(Stored entries)
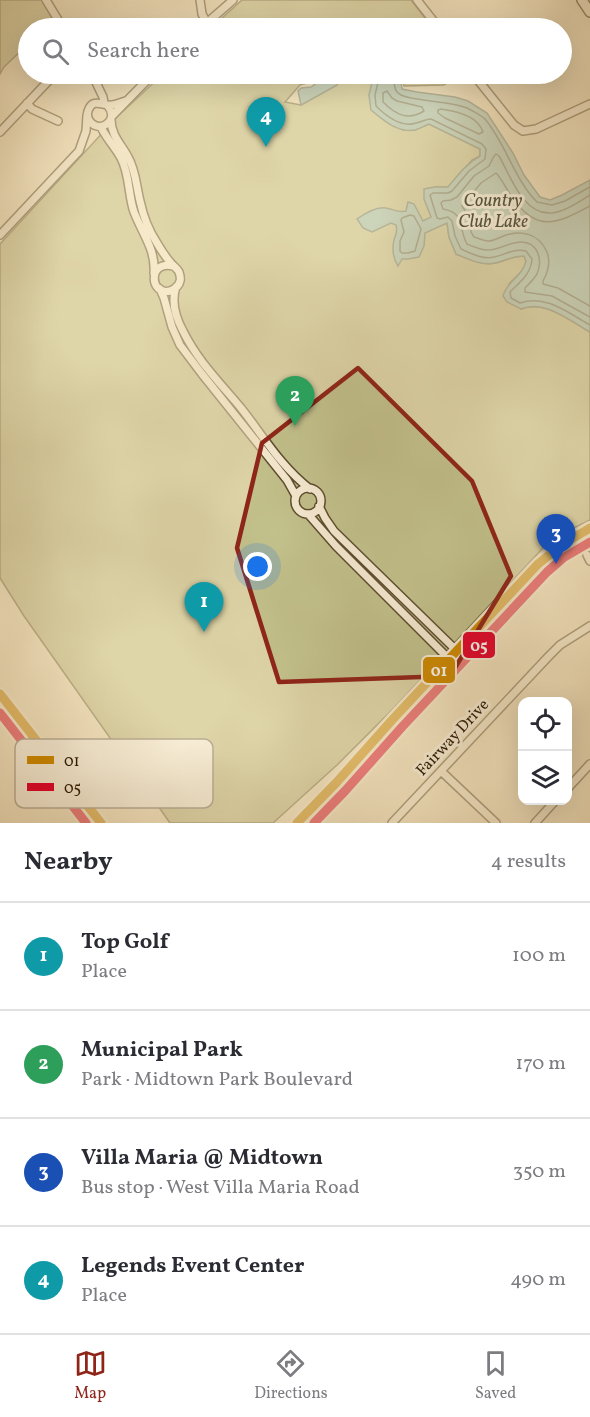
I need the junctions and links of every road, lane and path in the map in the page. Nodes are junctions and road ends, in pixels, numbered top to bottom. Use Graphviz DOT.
graph roads {
  1 [pos="46,0"];
  2 [pos="200,0"];
  3 [pos="233,0"];
  4 [pos="417,0"];
  5 [pos="582,0"];
  6 [pos="590,12"];
  7 [pos="57,18"];
  8 [pos="204,18"];
  9 [pos="213,18"];
  10 [pos="430,18"];
  11 [pos="46,84"];
  12 [pos="96,84"];
  13 [pos="96,84"];
  14 [pos="143,84"];
  15 [pos="481,84"];
  16 [pos="126,100"];
  17 [pos="27,104"];
  18 [pos="106,104"];
  19 [pos="590,104"];
  20 [pos="92,105"];
  21 [pos="87,115"];
  22 [pos="111,118"];
  23 [pos="58,121"];
  24 [pos="99,127"];
  25 [pos="0,132"];
  26 [pos="84,138"];
  27 [pos="0,234"];
  28 [pos="172,266"];
  29 [pos="154,273"];
  30 [pos="176,287"];
  31 [pos="160,289"];
  32 [pos="310,489"];
  33 [pos="296,496"];
  34 [pos="320,506"];
  35 [pos="308,514"];
  36 [pos="590,528"];
  37 [pos="590,626"];
  38 [pos="457,651"];
  39 [pos="449,659"];
  40 [pos="0,694"];
  41 [pos="36,739"];
  42 [pos="590,764"];
  43 [pos="441,771"];
  44 [pos="572,783"];
  45 [pos="552,805"];
  46 [pos="90,808"];
  47 [pos="102,823"];
  48 [pos="297,823"];
  49 [pos="392,823"];
  50 [pos="496,823"];
  51 [pos="535,823"];
  1 -- 7 [label="street"];
  2 -- 8 [label="street"];
  3 -- 9 [label="street"];
  4 -- 10 [label="street"];
  5 -- 6 [label="main road"];
  11 -- 17 [label="street"];
  12 -- 18 [label="street"];
  13 -- 20 [label="street"];
  14 -- 16 [label="street"];
  15 -- 19 [label="street"];
  16 -- 18 [label="street"];
  16 -- 22 [label="street"];
  17 -- 23 [label="street"];
  17 -- 25 [label="street"];
  18 -- 20 [label="street"];
  18 -- 22 [label="street"];
  20 -- 21 [label="street"];
  21 -- 24 [label="street"];
  21 -- 26 [label="street"];
  22 -- 24 [label="street"];
  22 -- 28 [label="street"];
  24 -- 26 [label="street"];
  24 -- 29 [label="street"];
  26 -- 27 [label="street"];
  28 -- 29 [label="street"];
  28 -- 30 [label="street"];
  29 -- 31 [label="street"];
  30 -- 31 [label="street"];
  30 -- 32 [label="street"];
  31 -- 33 [label="street"];
  32 -- 33 [label="street"];
  32 -- 34 [label="street"];
  33 -- 35 [label="street"];
  34 -- 35 [label="street"];
  34 -- 38 [label="street"];
  35 -- 39 [label="street"];
  36 -- 38 [label="main road"];
  37 -- 43 [label="street, Fairway Drive"];
  38 -- 39 [label="main road"];
  39 -- 48 [label="main road"];
  40 -- 41 [label="street"];
  42 -- 44 [label="street"];
  43 -- 49 [label="street, Fairway Drive"];
  43 -- 50 [label="street"];
  45 -- 51 [label="street"];
  46 -- 47 [label="street"];
}
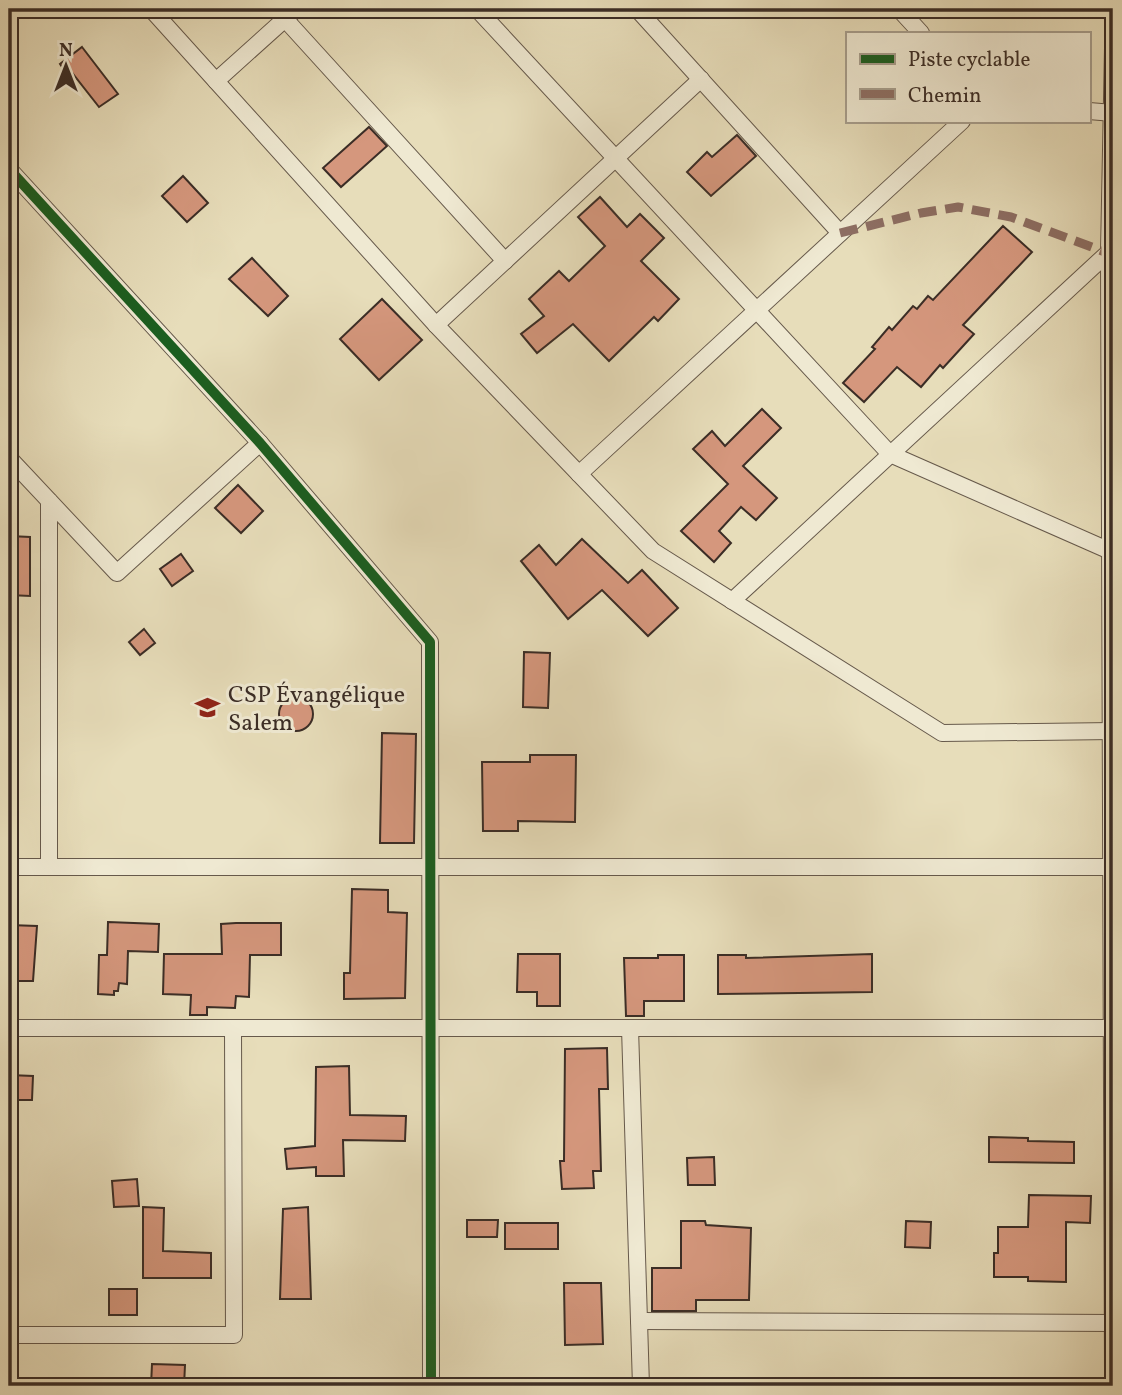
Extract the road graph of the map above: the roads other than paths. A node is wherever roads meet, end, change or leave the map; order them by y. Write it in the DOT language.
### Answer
graph roads {
  1 [pos="151,9"];
  2 [pos="477,9"];
  3 [pos="637,9"];
  4 [pos="899,9"];
  5 [pos="290,14"];
  6 [pos="920,32"];
  7 [pos="1113,48"];
  8 [pos="701,79"];
  9 [pos="216,81"];
  10 [pos="1090,111"];
  11 [pos="1112,113"];
  12 [pos="960,122"];
  13 [pos="616,158"];
  14 [pos="9,169"];
  15 [pos="840,233"];
  16 [pos="1109,252"];
  17 [pos="505,261"];
  18 [pos="756,310"];
  19 [pos="436,325"];
  20 [pos="260,443"];
  21 [pos="890,454"];
  22 [pos="9,458"];
  23 [pos="579,474"];
  24 [pos="49,501"];
  25 [pos="1110,551"];
  26 [pos="732,601"];
  27 [pos="1112,732"];
  28 [pos="1112,866"];
  29 [pos="9,867"];
  30 [pos="49,867"];
  31 [pos="430,867"];
  32 [pos="9,1028"];
  33 [pos="233,1028"];
  34 [pos="430,1028"];
  35 [pos="630,1028"];
  36 [pos="1113,1028"];
  37 [pos="639,1321"];
  38 [pos="1113,1323"];
  39 [pos="9,1335"];
  40 [pos="1113,1368"];
  41 [pos="431,1386"];
  42 [pos="641,1386"];
  1 -- 9 [label="street"];
  2 -- 13 [label="street"];
  3 -- 8 [label="street"];
  4 -- 6 [label="street"];
  5 -- 9 [label="street"];
  5 -- 17 [label="street"];
  7 -- 11 [label="street"];
  8 -- 13 [label="street"];
  8 -- 15 [label="street"];
  9 -- 19 [label="street"];
  10 -- 11 [label="street"];
  11 -- 16 [label="street"];
  12 -- 15 [label="street"];
  13 -- 17 [label="street"];
  13 -- 18 [label="street"];
  14 -- 20 [label="street"];
  15 -- 18 [label="street"];
  16 -- 21 [label="street"];
  16 -- 25 [label="street"];
  17 -- 19 [label="street"];
  18 -- 21 [label="street"];
  18 -- 23 [label="street"];
  19 -- 23 [label="street"];
  20 -- 24 [label="street"];
  20 -- 31 [label="street"];
  21 -- 25 [label="street"];
  21 -- 26 [label="street"];
  22 -- 24 [label="street"];
  23 -- 26 [label="street"];
  24 -- 30 [label="street"];
  25 -- 27 [label="street"];
  26 -- 27 [label="street"];
  27 -- 28 [label="street"];
  28 -- 31 [label="street"];
  28 -- 36 [label="street"];
  29 -- 30 [label="street"];
  30 -- 31 [label="street"];
  31 -- 34 [label="street"];
  32 -- 33 [label="street"];
  33 -- 34 [label="street"];
  33 -- 39 [label="street"];
  34 -- 35 [label="street"];
  34 -- 41 [label="street"];
  35 -- 36 [label="street"];
  35 -- 37 [label="street"];
  36 -- 38 [label="street"];
  37 -- 38 [label="street"];
  37 -- 42 [label="street"];
  38 -- 40 [label="street"];
}
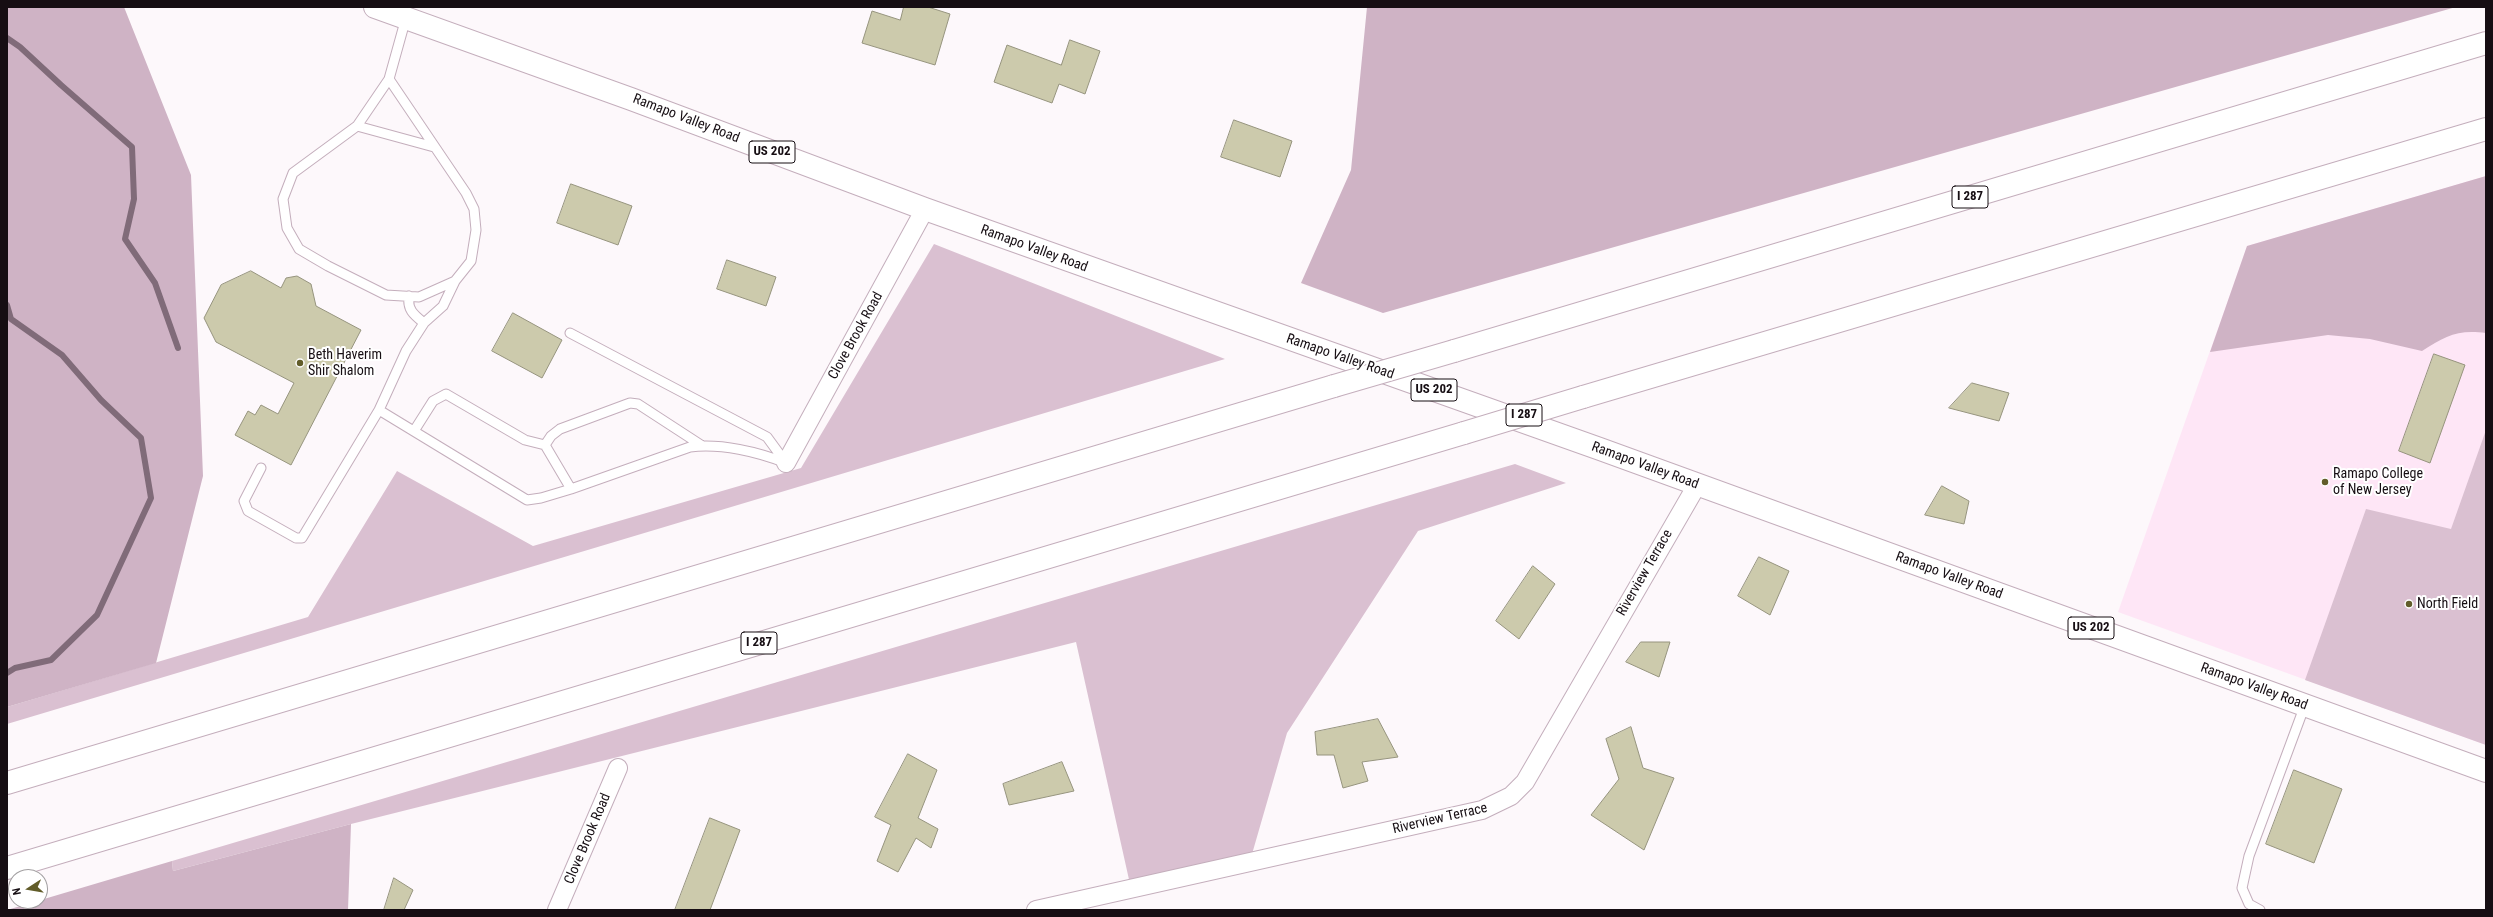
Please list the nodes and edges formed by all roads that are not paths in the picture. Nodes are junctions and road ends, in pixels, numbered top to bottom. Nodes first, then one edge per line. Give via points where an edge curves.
1 (374, 7) edge
2 (406, 18) junction
3 (2486, 43) edge
4 (389, 79) junction
5 (357, 126) junction
6 (2486, 128) edge
7 (434, 147) junction
8 (925, 210) junction
9 (455, 281) junction
10 (408, 296) junction
11 (424, 323) junction
12 (570, 333) dead end
13 (379, 410) junction
14 (414, 432) junction
15 (545, 445) junction
16 (701, 445) junction
17 (786, 463) junction
18 (261, 468) dead end
19 (1697, 485) junction
20 (571, 489) junction
21 (2305, 705) junction
22 (618, 768) dead end
23 (2486, 770) edge
24 (7, 783) edge
25 (7, 868) edge
26 (557, 910) edge
27 (1036, 910) edge
28 (2260, 910) edge

1 - 2 main road, Ramapo Valley Road / US 202
2 - 4 lane
2 - 8 main road, Ramapo Valley Road / US 202 via 631,98
3 - 24 main road, I 287, bridge
4 - 5 lane
4 - 7 lane
5 - 7 lane
5 - 10 lane via 293,173 283,199 287,228 299,248 328,266 386,295
6 - 25 main road, I 287, bridge
7 - 9 lane via 474,209 476,230 470,261
8 - 17 street, Clove Brook Road
8 - 19 main road, Ramapo Valley Road / US 202
9 - 10 lane via 420,297
9 - 11 lane via 443,306
10 - 11 lane via 412,313
11 - 13 lane via 406,351
12 - 17 lane via 767,438
13 - 14 lane
13 - 18 lane via 302,538 296,538 248,511 244,501
14 - 15 lane via 433,401 446,394 525,440
14 - 20 lane via 527,500
15 - 16 lane via 560,429 630,403 638,404
15 - 20 lane
16 - 17 lane via 764,455
16 - 20 lane
19 - 21 main road, Ramapo Valley Road / US 202
19 - 27 street, Riverview Terrace via 1524,782 1511,796 1482,810
21 - 23 main road, Ramapo Valley Road / US 202
21 - 28 lane via 2249,856 2242,888 2249,904
22 - 26 street, Clove Brook Road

**Brief**
Pull each line containing the word "junctions" out of the data above.

**Output below**
I need the junctions and links of every road, lane and path in the map in the page. Nodes are junctions and road ends, in pixels, numbered top to bottom. Use Graphviz DOT.
Please list the nodes and edges formed by all roads that are not paths in the picture. Nodes are junctions and road ends, in pixels, numbered top to bottom. Nodes first, then one edge per line. Give via points where an edge curves.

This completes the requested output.